▸ Data supplied
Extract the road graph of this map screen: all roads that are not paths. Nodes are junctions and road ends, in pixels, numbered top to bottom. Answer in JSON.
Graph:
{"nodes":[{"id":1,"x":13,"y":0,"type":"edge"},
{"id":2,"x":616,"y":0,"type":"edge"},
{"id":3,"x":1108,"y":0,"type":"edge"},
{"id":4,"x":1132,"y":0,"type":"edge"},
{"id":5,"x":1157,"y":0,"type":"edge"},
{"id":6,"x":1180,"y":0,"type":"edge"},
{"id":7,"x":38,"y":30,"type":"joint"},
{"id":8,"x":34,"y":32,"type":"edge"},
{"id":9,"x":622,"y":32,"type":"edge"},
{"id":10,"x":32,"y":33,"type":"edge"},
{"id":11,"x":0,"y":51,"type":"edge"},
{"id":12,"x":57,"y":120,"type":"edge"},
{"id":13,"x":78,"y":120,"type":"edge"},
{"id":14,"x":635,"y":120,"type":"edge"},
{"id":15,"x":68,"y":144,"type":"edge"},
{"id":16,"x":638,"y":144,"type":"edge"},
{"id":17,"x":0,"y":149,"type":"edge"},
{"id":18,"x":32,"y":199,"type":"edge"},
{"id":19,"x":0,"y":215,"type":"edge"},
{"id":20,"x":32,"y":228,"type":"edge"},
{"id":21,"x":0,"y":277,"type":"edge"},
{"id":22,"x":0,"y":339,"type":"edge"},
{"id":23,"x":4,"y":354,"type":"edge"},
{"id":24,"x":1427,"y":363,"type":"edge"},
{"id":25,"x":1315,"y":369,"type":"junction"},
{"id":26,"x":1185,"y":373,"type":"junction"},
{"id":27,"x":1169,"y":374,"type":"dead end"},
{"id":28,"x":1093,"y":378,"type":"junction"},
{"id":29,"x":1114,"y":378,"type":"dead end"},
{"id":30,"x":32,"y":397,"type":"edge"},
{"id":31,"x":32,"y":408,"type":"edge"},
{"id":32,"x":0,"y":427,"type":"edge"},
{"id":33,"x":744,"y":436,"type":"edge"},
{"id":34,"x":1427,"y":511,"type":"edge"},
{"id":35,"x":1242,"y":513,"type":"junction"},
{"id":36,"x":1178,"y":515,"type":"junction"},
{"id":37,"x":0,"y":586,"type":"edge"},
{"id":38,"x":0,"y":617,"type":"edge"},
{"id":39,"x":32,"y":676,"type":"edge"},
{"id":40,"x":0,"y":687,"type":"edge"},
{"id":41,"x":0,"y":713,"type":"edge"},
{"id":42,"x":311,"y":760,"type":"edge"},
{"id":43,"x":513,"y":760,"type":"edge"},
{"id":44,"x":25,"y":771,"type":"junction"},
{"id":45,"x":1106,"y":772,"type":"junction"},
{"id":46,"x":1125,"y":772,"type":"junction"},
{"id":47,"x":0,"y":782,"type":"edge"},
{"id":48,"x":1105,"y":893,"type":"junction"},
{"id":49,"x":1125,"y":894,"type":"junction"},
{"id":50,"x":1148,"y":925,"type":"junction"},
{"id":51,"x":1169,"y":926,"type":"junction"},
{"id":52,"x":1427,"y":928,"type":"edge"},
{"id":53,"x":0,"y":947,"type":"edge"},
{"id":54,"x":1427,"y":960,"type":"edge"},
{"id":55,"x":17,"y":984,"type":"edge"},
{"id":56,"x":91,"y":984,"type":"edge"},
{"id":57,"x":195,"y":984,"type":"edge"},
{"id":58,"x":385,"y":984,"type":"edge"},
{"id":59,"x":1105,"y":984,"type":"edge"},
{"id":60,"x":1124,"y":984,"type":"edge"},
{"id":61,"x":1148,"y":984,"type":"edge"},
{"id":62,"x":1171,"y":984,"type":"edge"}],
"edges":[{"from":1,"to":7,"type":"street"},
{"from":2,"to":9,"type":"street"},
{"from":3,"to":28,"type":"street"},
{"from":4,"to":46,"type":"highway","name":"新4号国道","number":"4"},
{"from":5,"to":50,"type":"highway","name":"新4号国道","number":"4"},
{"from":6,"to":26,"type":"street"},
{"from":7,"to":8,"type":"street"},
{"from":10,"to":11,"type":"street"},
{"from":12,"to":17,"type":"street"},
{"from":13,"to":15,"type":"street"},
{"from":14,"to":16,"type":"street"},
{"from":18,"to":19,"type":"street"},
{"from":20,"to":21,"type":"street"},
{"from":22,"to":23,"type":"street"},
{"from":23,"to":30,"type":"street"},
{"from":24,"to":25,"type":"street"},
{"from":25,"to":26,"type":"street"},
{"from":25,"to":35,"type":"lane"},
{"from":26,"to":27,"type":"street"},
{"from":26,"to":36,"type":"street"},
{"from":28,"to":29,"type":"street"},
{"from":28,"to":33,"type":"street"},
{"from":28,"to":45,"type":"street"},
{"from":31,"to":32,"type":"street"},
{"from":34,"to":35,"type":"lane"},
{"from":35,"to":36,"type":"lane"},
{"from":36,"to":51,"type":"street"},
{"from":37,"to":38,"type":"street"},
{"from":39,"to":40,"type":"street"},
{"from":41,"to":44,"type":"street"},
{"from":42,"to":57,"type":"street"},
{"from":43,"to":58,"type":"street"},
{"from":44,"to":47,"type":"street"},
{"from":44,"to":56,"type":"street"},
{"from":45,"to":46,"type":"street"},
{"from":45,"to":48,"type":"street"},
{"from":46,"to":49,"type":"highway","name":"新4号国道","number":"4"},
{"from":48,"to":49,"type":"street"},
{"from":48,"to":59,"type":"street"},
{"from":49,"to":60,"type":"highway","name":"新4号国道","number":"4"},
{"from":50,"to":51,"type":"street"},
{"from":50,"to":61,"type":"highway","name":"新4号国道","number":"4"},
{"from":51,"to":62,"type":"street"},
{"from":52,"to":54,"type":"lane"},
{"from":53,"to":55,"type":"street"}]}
* * *
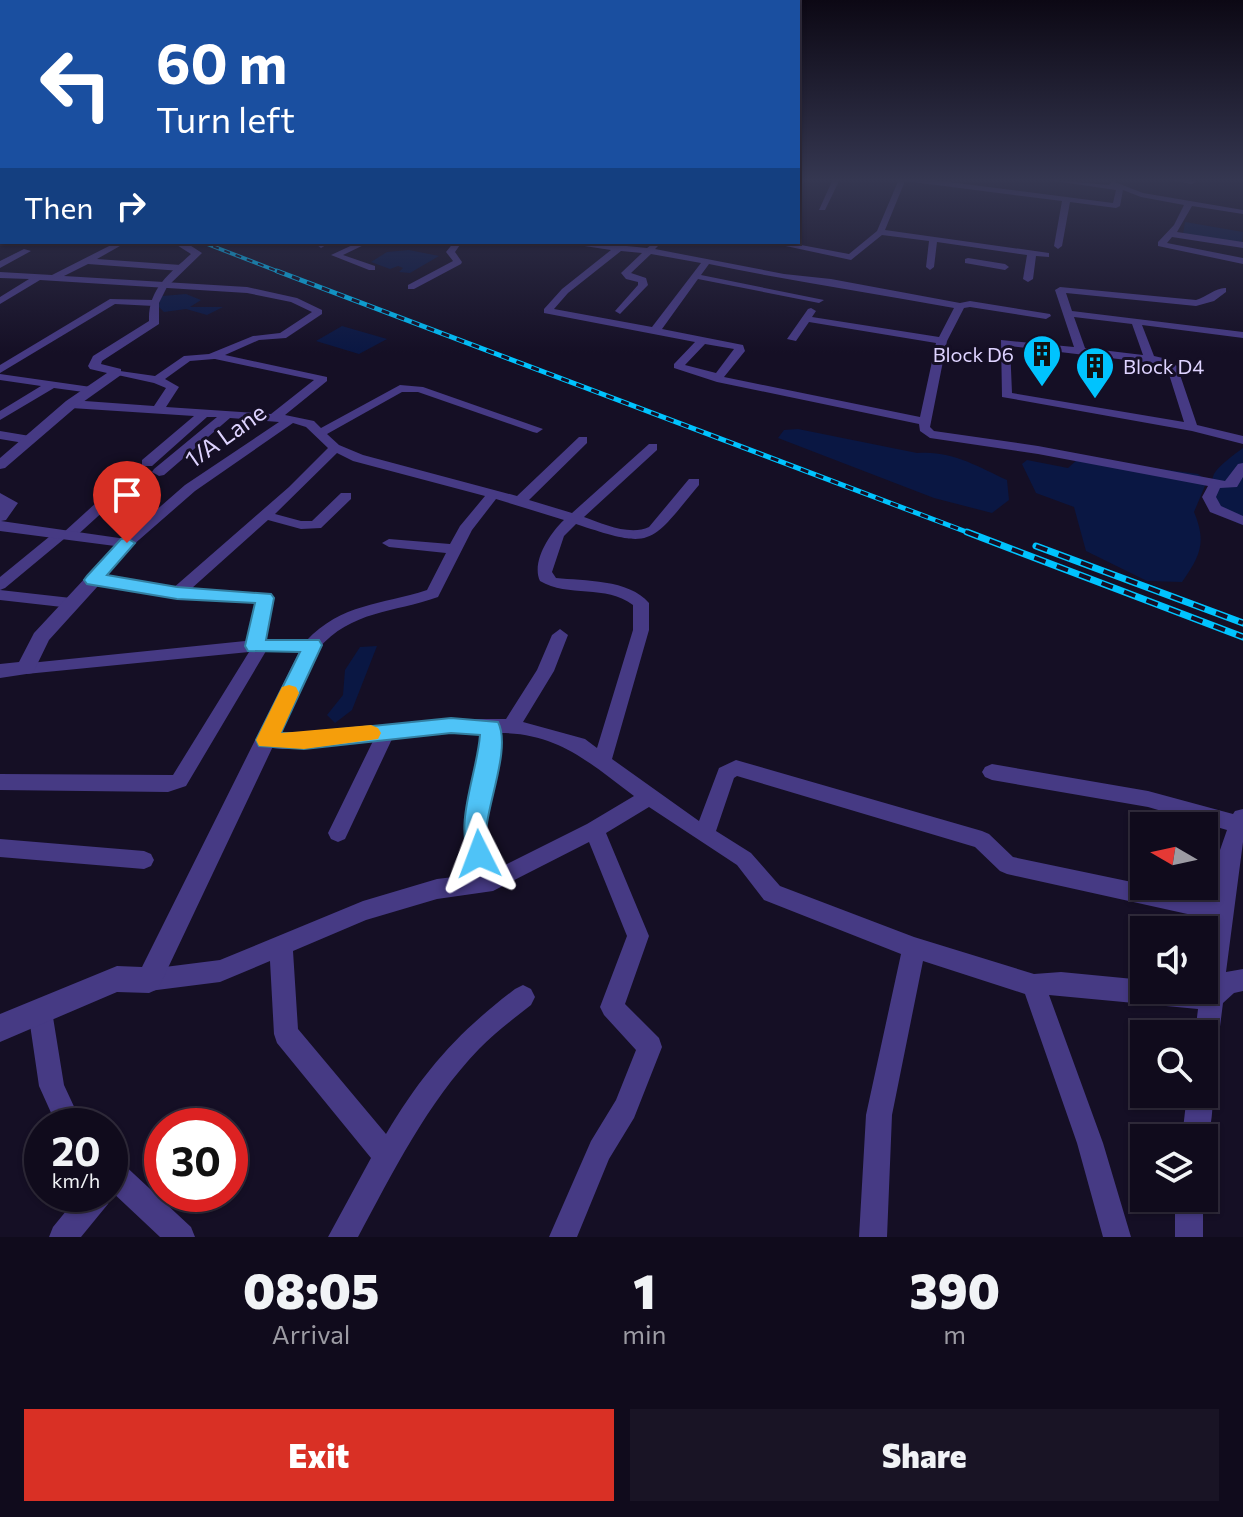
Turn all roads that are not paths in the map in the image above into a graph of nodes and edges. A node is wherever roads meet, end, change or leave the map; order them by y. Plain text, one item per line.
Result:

▸ Problem to solve
Look over the records above, and wherever a line contains the string "roads", copy that line.

▸ Reply to the task
Extract the road graph of this map screen: all roads that are not paths. Nodes are junctions and road ends, in pixels, numbered top to bottom. Answer in JSON.
Turn all roads that are not paths in the map in the image above into a graph of nodes and edges. A node is wherever roads meet, end, change or leave the map; order them by y. Plain text, one item per line.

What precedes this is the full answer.